═════ TASK MATERIAL ═════

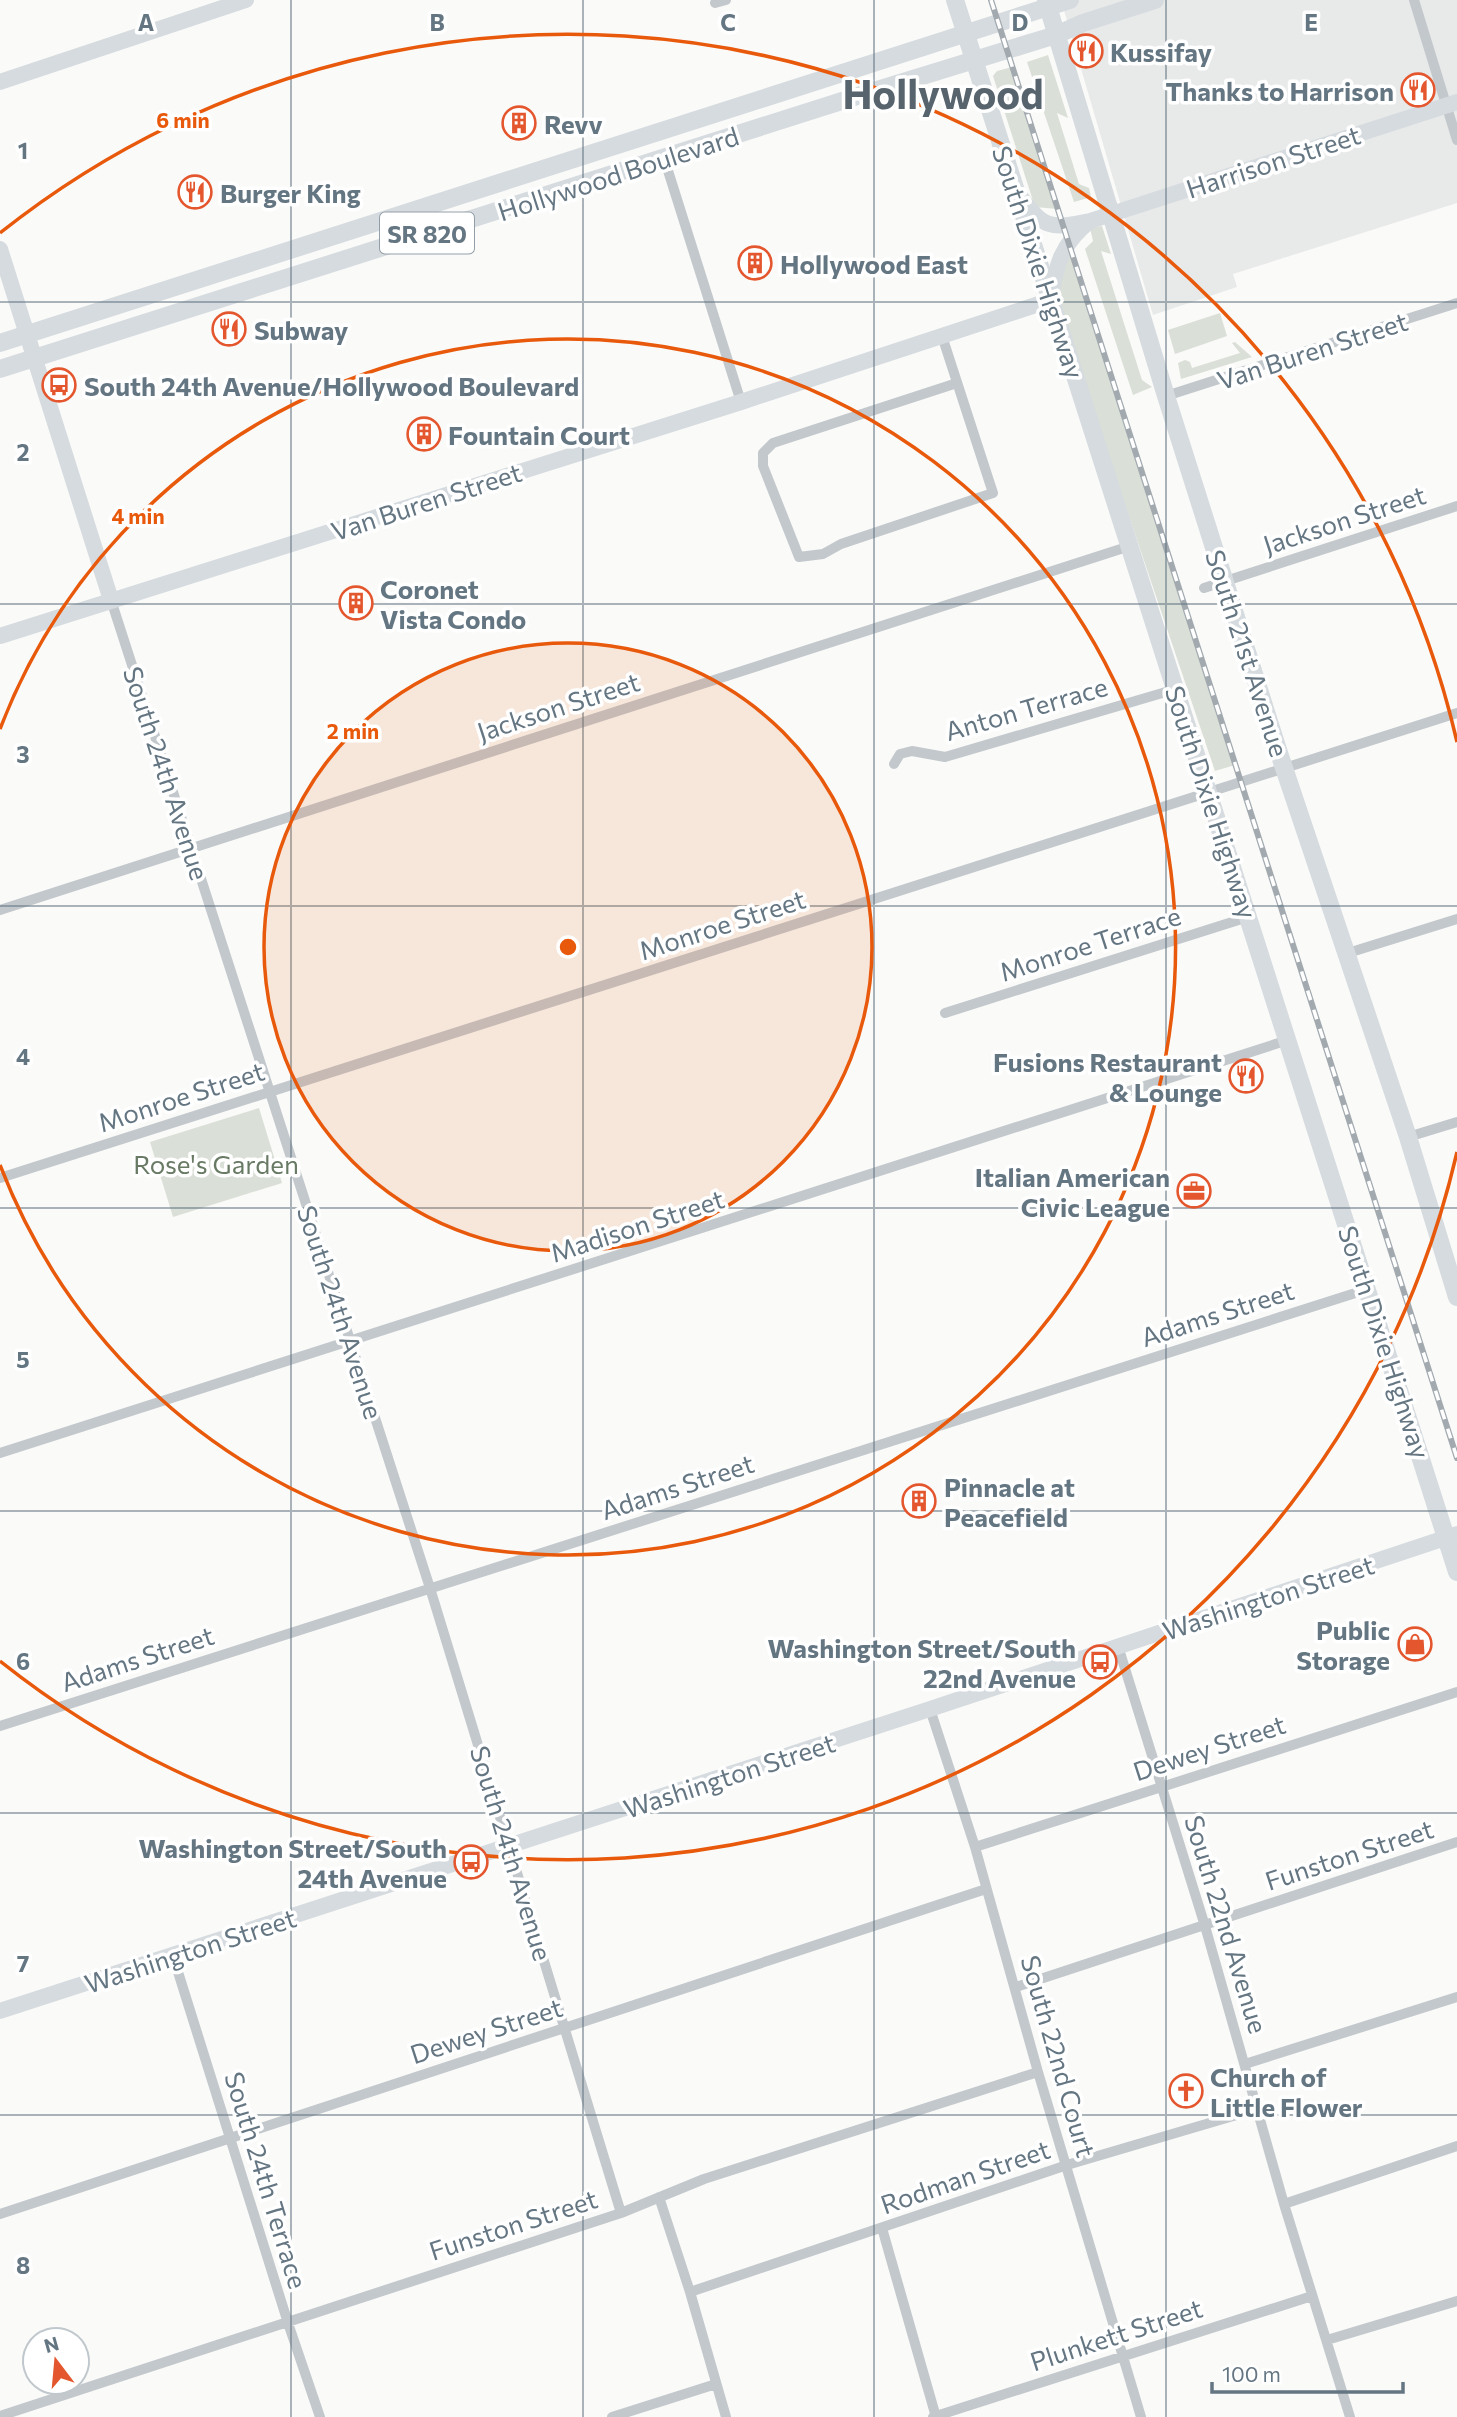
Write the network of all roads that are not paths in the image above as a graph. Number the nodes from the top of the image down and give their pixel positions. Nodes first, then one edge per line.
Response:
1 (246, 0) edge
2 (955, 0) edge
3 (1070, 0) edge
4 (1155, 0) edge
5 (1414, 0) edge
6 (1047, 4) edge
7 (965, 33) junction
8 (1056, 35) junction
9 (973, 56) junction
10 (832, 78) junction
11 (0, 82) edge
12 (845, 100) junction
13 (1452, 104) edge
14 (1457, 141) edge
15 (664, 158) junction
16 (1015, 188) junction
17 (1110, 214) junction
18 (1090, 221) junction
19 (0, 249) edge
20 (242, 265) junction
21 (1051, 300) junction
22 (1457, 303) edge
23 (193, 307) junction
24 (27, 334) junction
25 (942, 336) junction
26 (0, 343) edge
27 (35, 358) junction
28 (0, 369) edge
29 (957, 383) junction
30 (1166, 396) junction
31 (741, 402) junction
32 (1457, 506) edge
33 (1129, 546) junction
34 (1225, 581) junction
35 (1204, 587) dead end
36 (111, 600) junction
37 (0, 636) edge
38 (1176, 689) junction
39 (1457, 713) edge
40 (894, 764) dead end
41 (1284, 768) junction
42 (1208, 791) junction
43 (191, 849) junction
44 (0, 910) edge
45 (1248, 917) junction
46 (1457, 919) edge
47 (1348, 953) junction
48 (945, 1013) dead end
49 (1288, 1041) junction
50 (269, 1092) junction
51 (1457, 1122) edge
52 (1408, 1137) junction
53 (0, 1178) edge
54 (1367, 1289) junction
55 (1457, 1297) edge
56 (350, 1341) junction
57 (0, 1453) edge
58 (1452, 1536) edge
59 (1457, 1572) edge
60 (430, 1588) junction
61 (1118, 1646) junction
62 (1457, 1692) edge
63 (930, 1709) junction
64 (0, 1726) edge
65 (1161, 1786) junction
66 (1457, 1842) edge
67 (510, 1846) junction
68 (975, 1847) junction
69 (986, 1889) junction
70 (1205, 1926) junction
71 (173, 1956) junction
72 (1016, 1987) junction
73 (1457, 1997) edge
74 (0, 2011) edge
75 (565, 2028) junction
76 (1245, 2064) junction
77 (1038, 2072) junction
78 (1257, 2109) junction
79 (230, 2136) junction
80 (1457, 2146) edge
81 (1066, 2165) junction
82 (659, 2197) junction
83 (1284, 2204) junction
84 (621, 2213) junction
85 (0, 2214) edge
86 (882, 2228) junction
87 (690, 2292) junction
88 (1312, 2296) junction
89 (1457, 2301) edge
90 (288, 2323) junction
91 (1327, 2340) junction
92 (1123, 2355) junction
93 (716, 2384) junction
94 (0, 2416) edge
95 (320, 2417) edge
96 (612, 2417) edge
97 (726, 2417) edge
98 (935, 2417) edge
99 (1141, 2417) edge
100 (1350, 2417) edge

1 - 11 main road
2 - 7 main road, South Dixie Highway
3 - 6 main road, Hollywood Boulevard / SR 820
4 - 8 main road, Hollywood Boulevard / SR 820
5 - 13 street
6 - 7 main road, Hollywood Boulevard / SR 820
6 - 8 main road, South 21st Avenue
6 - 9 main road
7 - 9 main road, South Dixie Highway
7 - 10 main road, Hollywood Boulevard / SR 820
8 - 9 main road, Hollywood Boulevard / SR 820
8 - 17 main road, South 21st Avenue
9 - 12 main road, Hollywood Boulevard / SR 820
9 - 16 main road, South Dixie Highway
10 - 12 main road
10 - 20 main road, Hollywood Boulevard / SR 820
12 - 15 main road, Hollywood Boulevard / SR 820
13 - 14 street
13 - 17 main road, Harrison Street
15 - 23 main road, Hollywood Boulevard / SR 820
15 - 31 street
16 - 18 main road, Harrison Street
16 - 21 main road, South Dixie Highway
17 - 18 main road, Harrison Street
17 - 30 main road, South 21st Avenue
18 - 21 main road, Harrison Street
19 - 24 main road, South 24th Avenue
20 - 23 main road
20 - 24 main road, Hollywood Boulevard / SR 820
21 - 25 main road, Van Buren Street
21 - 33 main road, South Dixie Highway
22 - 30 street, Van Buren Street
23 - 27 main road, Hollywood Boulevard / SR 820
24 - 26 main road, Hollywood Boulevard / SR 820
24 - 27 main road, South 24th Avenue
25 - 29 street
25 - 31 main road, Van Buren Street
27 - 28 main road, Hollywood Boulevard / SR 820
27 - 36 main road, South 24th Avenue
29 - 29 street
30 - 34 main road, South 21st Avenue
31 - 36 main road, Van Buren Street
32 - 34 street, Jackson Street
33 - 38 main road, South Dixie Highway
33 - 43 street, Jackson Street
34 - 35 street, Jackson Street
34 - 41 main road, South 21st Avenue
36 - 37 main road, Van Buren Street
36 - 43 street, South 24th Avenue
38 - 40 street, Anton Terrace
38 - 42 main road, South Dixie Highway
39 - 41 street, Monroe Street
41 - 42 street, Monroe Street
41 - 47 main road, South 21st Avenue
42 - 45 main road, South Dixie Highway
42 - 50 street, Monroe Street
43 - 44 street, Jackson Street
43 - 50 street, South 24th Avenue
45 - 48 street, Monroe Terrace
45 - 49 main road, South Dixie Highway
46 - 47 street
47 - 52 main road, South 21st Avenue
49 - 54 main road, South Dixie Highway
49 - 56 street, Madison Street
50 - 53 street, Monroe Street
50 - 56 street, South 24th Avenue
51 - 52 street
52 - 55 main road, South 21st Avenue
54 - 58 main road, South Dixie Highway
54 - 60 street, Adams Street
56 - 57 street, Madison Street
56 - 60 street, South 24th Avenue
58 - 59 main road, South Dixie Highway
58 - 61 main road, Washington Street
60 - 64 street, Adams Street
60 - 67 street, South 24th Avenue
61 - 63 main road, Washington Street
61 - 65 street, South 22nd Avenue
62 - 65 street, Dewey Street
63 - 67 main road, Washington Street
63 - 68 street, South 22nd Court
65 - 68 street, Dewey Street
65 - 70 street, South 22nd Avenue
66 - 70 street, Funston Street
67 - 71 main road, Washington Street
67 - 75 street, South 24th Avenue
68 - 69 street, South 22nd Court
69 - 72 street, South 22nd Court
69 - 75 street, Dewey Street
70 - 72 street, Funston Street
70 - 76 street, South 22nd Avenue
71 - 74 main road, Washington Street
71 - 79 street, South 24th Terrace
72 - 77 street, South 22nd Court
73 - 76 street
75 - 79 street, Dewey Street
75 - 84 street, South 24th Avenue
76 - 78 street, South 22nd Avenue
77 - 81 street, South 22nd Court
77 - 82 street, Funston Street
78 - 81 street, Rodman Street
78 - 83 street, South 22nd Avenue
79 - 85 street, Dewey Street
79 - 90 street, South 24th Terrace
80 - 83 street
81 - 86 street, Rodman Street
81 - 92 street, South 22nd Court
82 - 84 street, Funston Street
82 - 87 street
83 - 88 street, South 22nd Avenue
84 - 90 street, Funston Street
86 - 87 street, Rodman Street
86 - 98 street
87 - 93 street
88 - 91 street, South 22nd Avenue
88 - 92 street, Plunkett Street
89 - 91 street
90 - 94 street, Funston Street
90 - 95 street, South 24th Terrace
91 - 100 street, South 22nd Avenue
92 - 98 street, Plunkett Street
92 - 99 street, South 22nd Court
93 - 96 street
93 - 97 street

═════
═════ TASK MATERIAL ═════

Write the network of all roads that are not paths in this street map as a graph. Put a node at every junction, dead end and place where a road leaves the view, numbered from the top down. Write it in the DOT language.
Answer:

═════

TASK BRIEF |
Each line of the listing above that contains the word "roads" is to be copied.

ANSWER TO THIS TASK |
Write the network of all roads that are not paths in the image above as a graph. Number the nodes from the top of the image down and give their pixel positions. Nodes first, then one edge per line.
Write the network of all roads that are not paths in this street map as a graph. Put a node at every junction, dead end and place where a road leaves the view, numbered from the top down. Write it in the DOT language.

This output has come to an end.